The temperature in Newfoundland rarely gets above seventy degrees, cod cheeks are a local delicacy, and snowmobiling and boats are the more convenient modes of transportation than cars and other vehicles with wheels. The aunt establishes herself as a yacht upholsterer in adjacent Killick-Claw in this harsh location of violent storms, a declining fishery, and protracted unemployment, while Quoyle gets work covering maritime news for the neighbourhood’s weekly, the Gammy Bird (a paper that specializes in sexual-abuse stories and grisly photos of car accidents).

Each of the Quoyles faces personal demons as the long winter closes its icy jaws, reeling from catastrophe to minor victory in the company of the obedient Mavis Bangs, Diddy Shovel the strongman, drowned Herald Prowse, cane-twirling Beety, Nutbeem, who steals foreign news from the radio, a deranged cousin the aunt refuses to recognize, the heavily-zippered Alvin Yark, silent Quoyle has mastered the ability to gut cod, escape from a pickle jar, and tie a true lover’s knot by the time of the spring storms.

The protagonist of The Shipping News, Quoyle, is an outcast who encounters several setbacks in Mockingbird, New York. He marries Petal Bear, who brings him joy for just one month. Bunny and Sunshine are the names of Quoyle and Petal’s two children. Petal eventually rejects Quoyle and decides to travel with other guys instead. Finally leaving Quoyle, she “sells” the two girls before passing away in a car accident. When Quoyle locates the girls, he moves with his aunt to a small Newfoundland hamlet where his ancestors had resided.

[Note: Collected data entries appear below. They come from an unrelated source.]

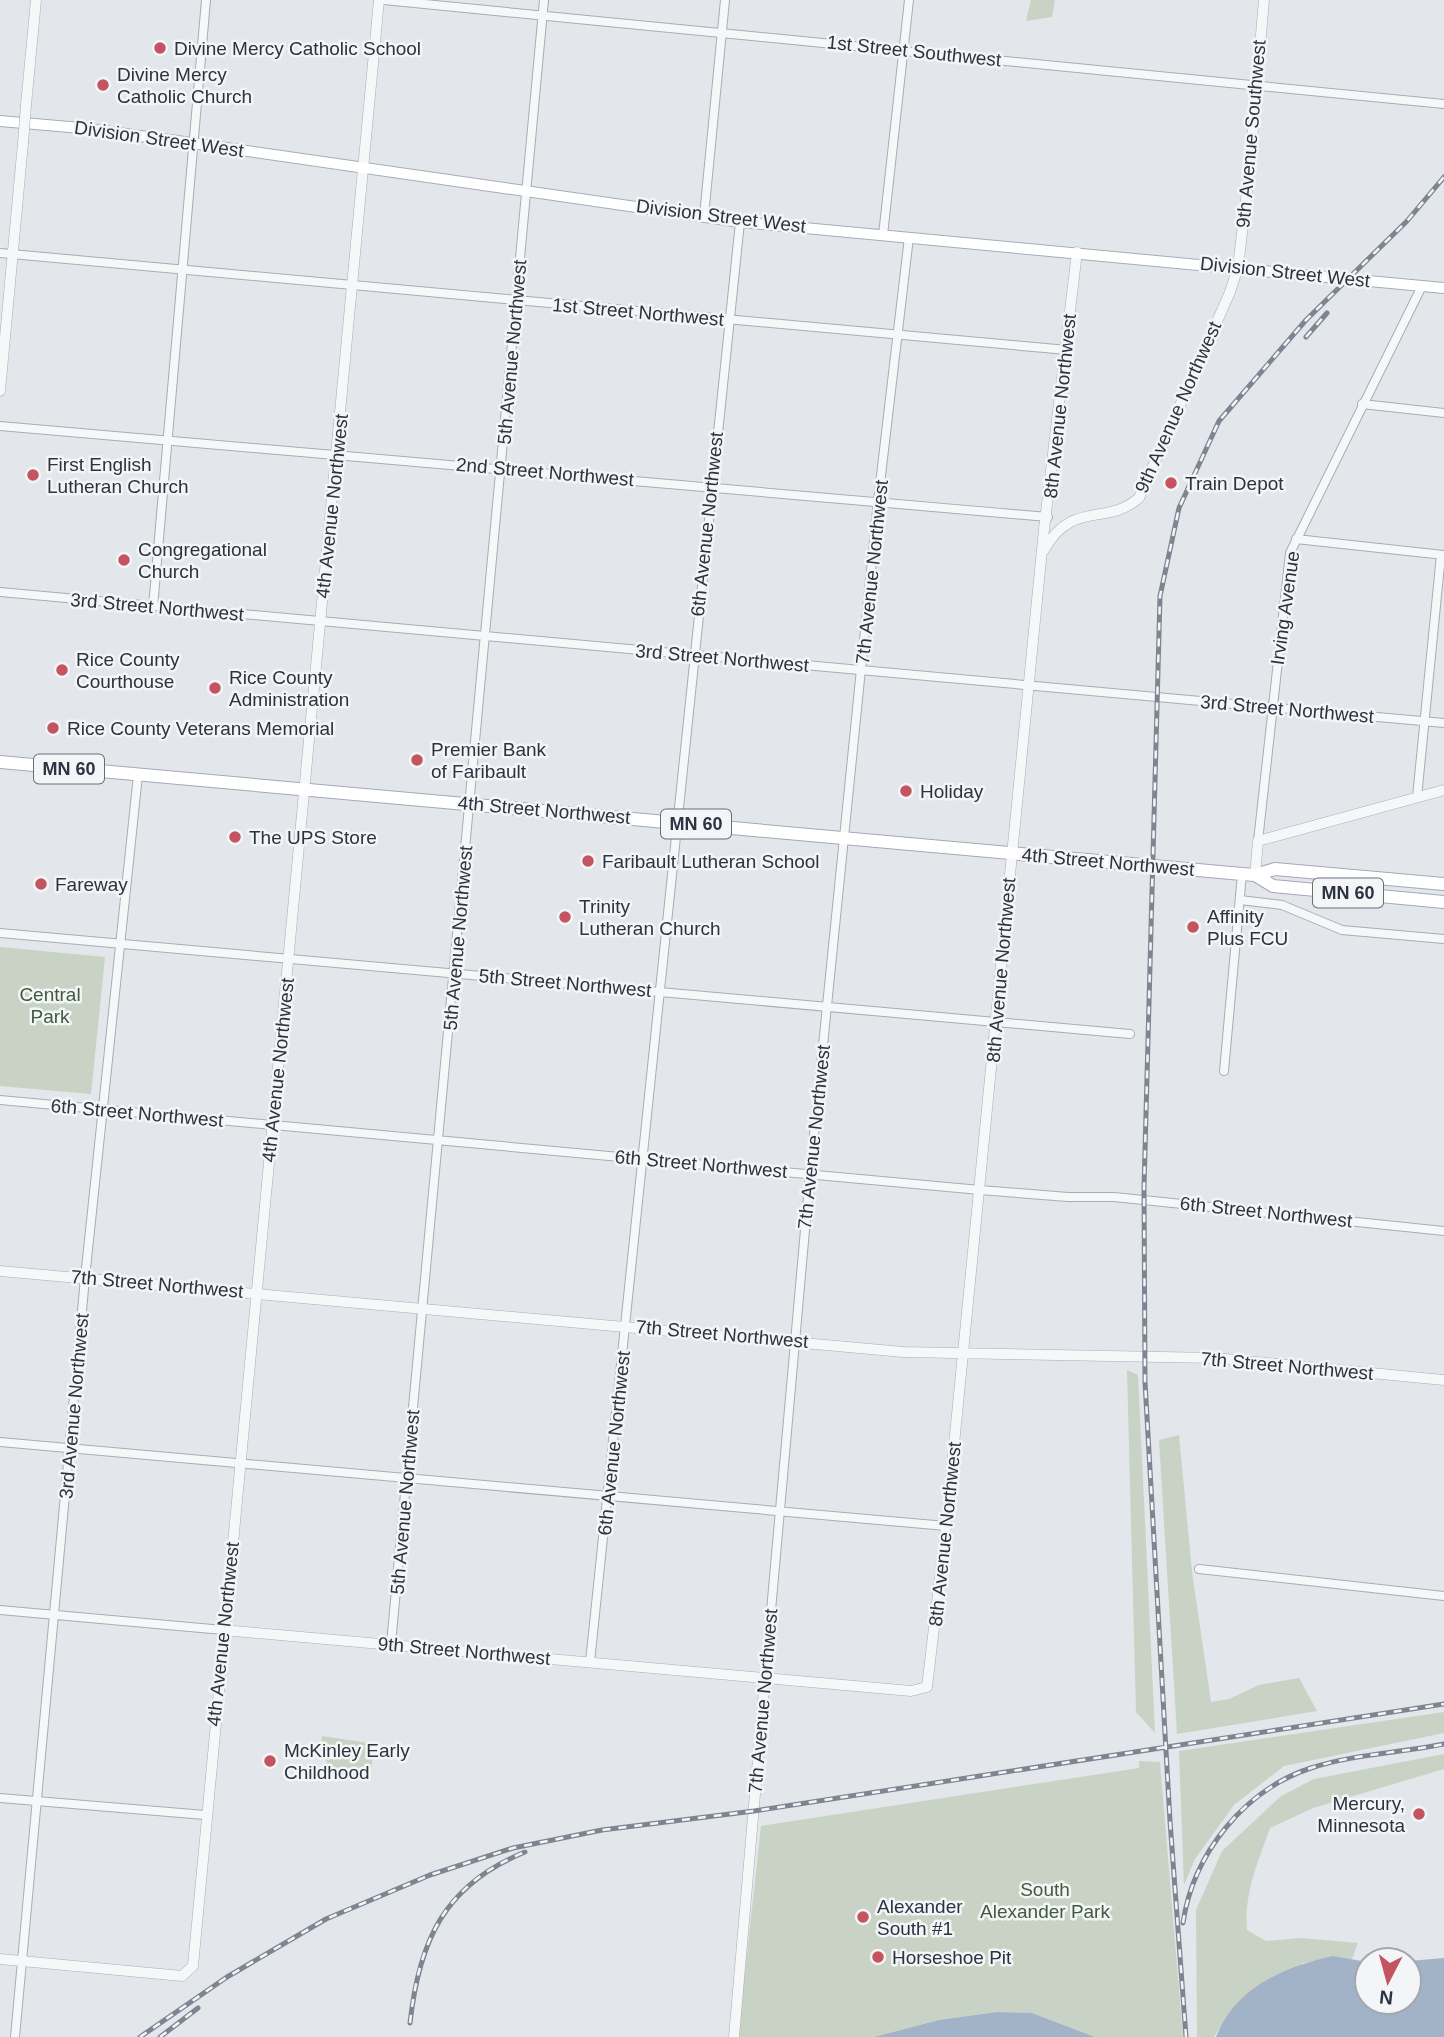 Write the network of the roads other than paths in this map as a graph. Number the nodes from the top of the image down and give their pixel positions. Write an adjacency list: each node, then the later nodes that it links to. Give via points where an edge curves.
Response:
1 (36, 0): 22 (street, bridge, via 23,143)
2 (206, 0): 14 (street)
3 (382, 0): 8 (street, 1st Street Southwest); 15 (street, 4th Avenue Northwest)
4 (544, 0): 8 (street, 5th Avenue Northwest)
5 (725, 0): 9 (street)
6 (909, 0): 10 (street)
7 (1264, 0): 11 (street, 9th Avenue Southwest)
8 (543, 16): 9 (street, 1st Street Southwest); 16 (street, 5th Avenue Northwest)
9 (722, 32): 10 (street, 1st Street Southwest); 17 (street)
10 (905, 50): 11 (street, 1st Street Southwest); 19 (street)
11 (1256, 84): 12 (street, 1st Street Southwest); 23 (street, 9th Avenue Southwest)
12 (1444, 104)
13 (0, 121): 14 (main road, Division Street West)
14 (192, 143): 15 (main road, Division Street West); 24 (street)
15 (365, 166): 16 (main road, Division Street West); 25 (street, 4th Avenue Northwest)
16 (527, 189): 17 (main road, Division Street West); 28 (street, 5th Avenue Northwest)
17 (704, 216): 18 (main road, Division Street West)
18 (740, 222): 19 (main road, Division Street West); 29 (street, 6th Avenue Northwest)
19 (883, 235): 20 (main road, Division Street West)
20 (909, 237): 21 (main road, Division Street West); 30 (street, 7th Avenue Northwest)
21 (1077, 252): 23 (main road, Division Street West); 31 (street, 8th Avenue Northwest)
22 (5, 253): 24 (street, 1st Street Northwest); 32 (street)
23 (1238, 267): 26 (main road, Division Street West); 41 (street, 9th Avenue Northwest, via 1144,489 1130,505)
24 (184, 271): 25 (street, 1st Street Northwest); 36 (street)
25 (353, 286): 28 (street, 1st Street Northwest); 37 (street, 4th Avenue Northwest)
26 (1422, 286): 27 (main road, Division Street West); 33 (street, Irving Avenue)
27 (1444, 288)
28 (516, 301): 29 (street, 1st Street Northwest); 38 (street, 5th Avenue Northwest)
29 (730, 321): 30 (street, 1st Street Northwest); 39 (street, 6th Avenue Northwest)
30 (899, 335): 31 (street, 1st Street Northwest); 40 (street, 7th Avenue Northwest)
31 (1067, 351): 42 (street, 8th Avenue Northwest)
32 (0, 391)
33 (1362, 404): 34 (street); 43 (street, Irving Avenue)
34 (1444, 413)
35 (0, 426): 36 (street, 2nd Street Northwest)
36 (169, 440): 37 (street, 2nd Street Northwest); 47 (street)
37 (337, 454): 38 (street, 2nd Street Northwest); 48 (street, 4th Avenue Northwest)
38 (502, 470): 39 (street, 2nd Street Northwest); 49 (street, 5th Avenue Northwest)
39 (710, 485): 40 (street, 2nd Street Northwest); 50 (street, 6th Avenue Northwest)
40 (878, 501): 42 (street, 2nd Street Northwest); 51 (street, 7th Avenue Northwest)
41 (1090, 515): 42 (street, 2nd Street Northwest); 44 (street, via 1062,526)
42 (1048, 517): 44 (street, 8th Avenue Northwest)
43 (1296, 539): 45 (street); 53 (street, Irving Avenue, via 1287,568)
44 (1042, 554): 52 (street, 8th Avenue Northwest)
45 (1443, 555): 54 (street)
46 (0, 592): 47 (street, 3rd Street Northwest)
47 (153, 607): 48 (street, 3rd Street Northwest)
48 (320, 621): 49 (street, 3rd Street Northwest); 58 (street, 4th Avenue Northwest)
49 (486, 636): 50 (street, 3rd Street Northwest); 61 (street, 5th Avenue Northwest)
50 (693, 655): 51 (street, 3rd Street Northwest); 62 (street, 6th Avenue Northwest)
51 (861, 671): 52 (street, 3rd Street Northwest); 63 (street, 7th Avenue Northwest)
52 (1028, 685): 53 (street, 3rd Street Northwest); 65 (street, 8th Avenue Northwest)
53 (1272, 707): 54 (street, 3rd Street Northwest); 64 (street, Irving Avenue)
54 (1424, 722): 55 (street, 3rd Street Northwest); 60 (street)
55 (1444, 723)
56 (0, 762): 57 (main road, 4th Street Northwest / MN 60)
57 (138, 775): 58 (main road, 4th Street Northwest / MN 60); 72 (street, 3rd Avenue Northwest)
58 (304, 789): 61 (main road, 4th Street Northwest / MN 60); 73 (street, 4th Avenue Northwest)
59 (1444, 790): 60 (street)
60 (1417, 797): 64 (street)
61 (471, 804): 62 (main road, 4th Street Northwest / MN 60); 74 (street, 5th Avenue Northwest)
62 (677, 822): 63 (main road, 4th Street Northwest / MN 60); 75 (street, 6th Avenue Northwest)
63 (845, 838): 65 (main road, 4th Street Northwest / MN 60); 76 (street, 7th Avenue Northwest)
64 (1258, 841): 66 (street, Irving Avenue)
65 (1012, 853): 66 (main road, 4th Street Northwest / MN 60); 77 (street, 8th Avenue Northwest)
66 (1248, 875): 67 (main road, MN 60, via 1275,869); 68 (street, Irving Avenue); 69 (main road, MN 60, via 1273,886)
67 (1444, 884)
68 (1240, 901): 71 (street, via 1282,905 1342,930); 79 (street, Irving Avenue)
69 (1444, 902)
70 (0, 933): 72 (street, 5th Street Northwest)
71 (1444, 939)
72 (120, 943): 73 (street, 5th Street Northwest); 81 (street, 3rd Avenue Northwest)
73 (289, 959): 74 (street, 5th Street Northwest); 82 (street, 4th Avenue Northwest)
74 (455, 972): 75 (street, 5th Street Northwest); 83 (street, 5th Avenue Northwest)
75 (660, 992): 76 (street, 5th Street Northwest); 84 (street, 6th Avenue Northwest)
76 (828, 1006): 77 (street, 5th Street Northwest); 85 (street, 7th Avenue Northwest)
77 (996, 1021): 78 (street, 5th Street Northwest); 86 (street, 8th Avenue Northwest)
78 (1130, 1034)
79 (1224, 1071)
80 (0, 1100): 81 (street, 6th Street Northwest)
81 (104, 1110): 82 (street, 6th Street Northwest); 89 (street, 3rd Avenue Northwest)
82 (272, 1125): 83 (street, 6th Street Northwest); 90 (street, 4th Avenue Northwest)
83 (439, 1140): 84 (street, 6th Street Northwest); 91 (street, 5th Avenue Northwest)
84 (643, 1159): 85 (street, 6th Street Northwest); 92 (street, 6th Avenue Northwest)
85 (810, 1174): 86 (street, 6th Street Northwest); 93 (street, 7th Avenue Northwest)
86 (980, 1190): 87 (street, 6th Street Northwest, via 1114,1197); 94 (street, 8th Avenue Northwest)
87 (1444, 1231)
88 (0, 1271): 89 (street, 7th Street Northwest)
89 (85, 1278): 90 (street, 7th Street Northwest); 97 (street, 3rd Avenue Northwest)
90 (254, 1293): 91 (street, 7th Street Northwest); 98 (street, 4th Avenue Northwest)
91 (423, 1307): 92 (street, 7th Street Northwest); 99 (street, 5th Avenue Northwest)
92 (626, 1325): 93 (street, 7th Street Northwest); 100 (street, 6th Avenue Northwest)
93 (794, 1341): 94 (street, 7th Street Northwest); 101 (street, 7th Avenue Northwest)
94 (963, 1354): 95 (street, 7th Street Northwest, via 1214,1358); 102 (street, 8th Avenue Northwest)
95 (1444, 1380)
96 (0, 1442): 97 (street)
97 (71, 1448): 98 (street); 106 (street, 3rd Avenue Northwest)
98 (239, 1462): 99 (street); 107 (street, 4th Avenue Northwest)
99 (408, 1476): 100 (street); 108 (street, 5th Avenue Northwest)
100 (608, 1494): 101 (street); 109 (street, 6th Avenue Northwest)
101 (779, 1509): 102 (street); 110 (street, 7th Avenue Northwest)
102 (946, 1526): 111 (street, 8th Avenue Northwest)
103 (1199, 1569): 104 (street)
104 (1444, 1596)
105 (0, 1610): 106 (street, 9th Street Northwest)
106 (56, 1615): 107 (street, 9th Street Northwest); 113 (street, 3rd Avenue Northwest)
107 (223, 1630): 108 (street, 9th Street Northwest); 114 (street, 4th Avenue Northwest)
108 (391, 1644): 109 (street, 9th Street Northwest)
109 (590, 1662): 110 (street, 9th Street Northwest)
110 (765, 1678): 111 (street, 9th Street Northwest, via 911,1691); 118 (street, 7th Avenue Northwest)
111 (927, 1687)
112 (0, 1798): 113 (street)
113 (36, 1801): 114 (street); 116 (street, 3rd Avenue Northwest)
114 (205, 1815): 116 (street, 4th Avenue Northwest, via 188,1973)
115 (0, 1959): 116 (street)
116 (20, 1960): 117 (street, 3rd Avenue Northwest)
117 (15, 2037)
118 (734, 2037)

Quoyle is introduced to Jack Buggitt, Editor of the Gammy Bird newspaper in Killick-Claw, Newfoundland, by a friend from New York named Partridge, who had previously helped Quoyle secure a reporting position. Quoyle takes on the writing of pieces on shipping news as well as stories about car accidents for the Gammy Bird’s front page. Despite having recent forebears with questionable traits, Quoyle and Aunt Agnis Hamm, together with the girls, start to prosper in the Newfoundland maritime town. As the aunt launches a ship upholstery business, Quoyle begins to make friends and raises his two kids in a loving environment.

Proulx employs a variety of strategies to guide readers to Quoyle’s understanding of coastal life, interpersonal relationships, and himself. Particularly thought-provoking was her chapter epigraphs from Clifford Ashley’s 1944 book The Ashley Book of Knots. The different affiliations in Quoyle’s life—some constructive, others destructive—are described as knots. Due to the importance of sailing and the lifestyle, physical knots were important in the book. The habits of Quole’s cousin Nolan and the aunt’s upholstery shop also had tangible knots at play. The plot and topics of the book were fleshed out by a number of symbolic knots—complex relationships and fruitful relationships were tied and undone to produce a memorable and original book.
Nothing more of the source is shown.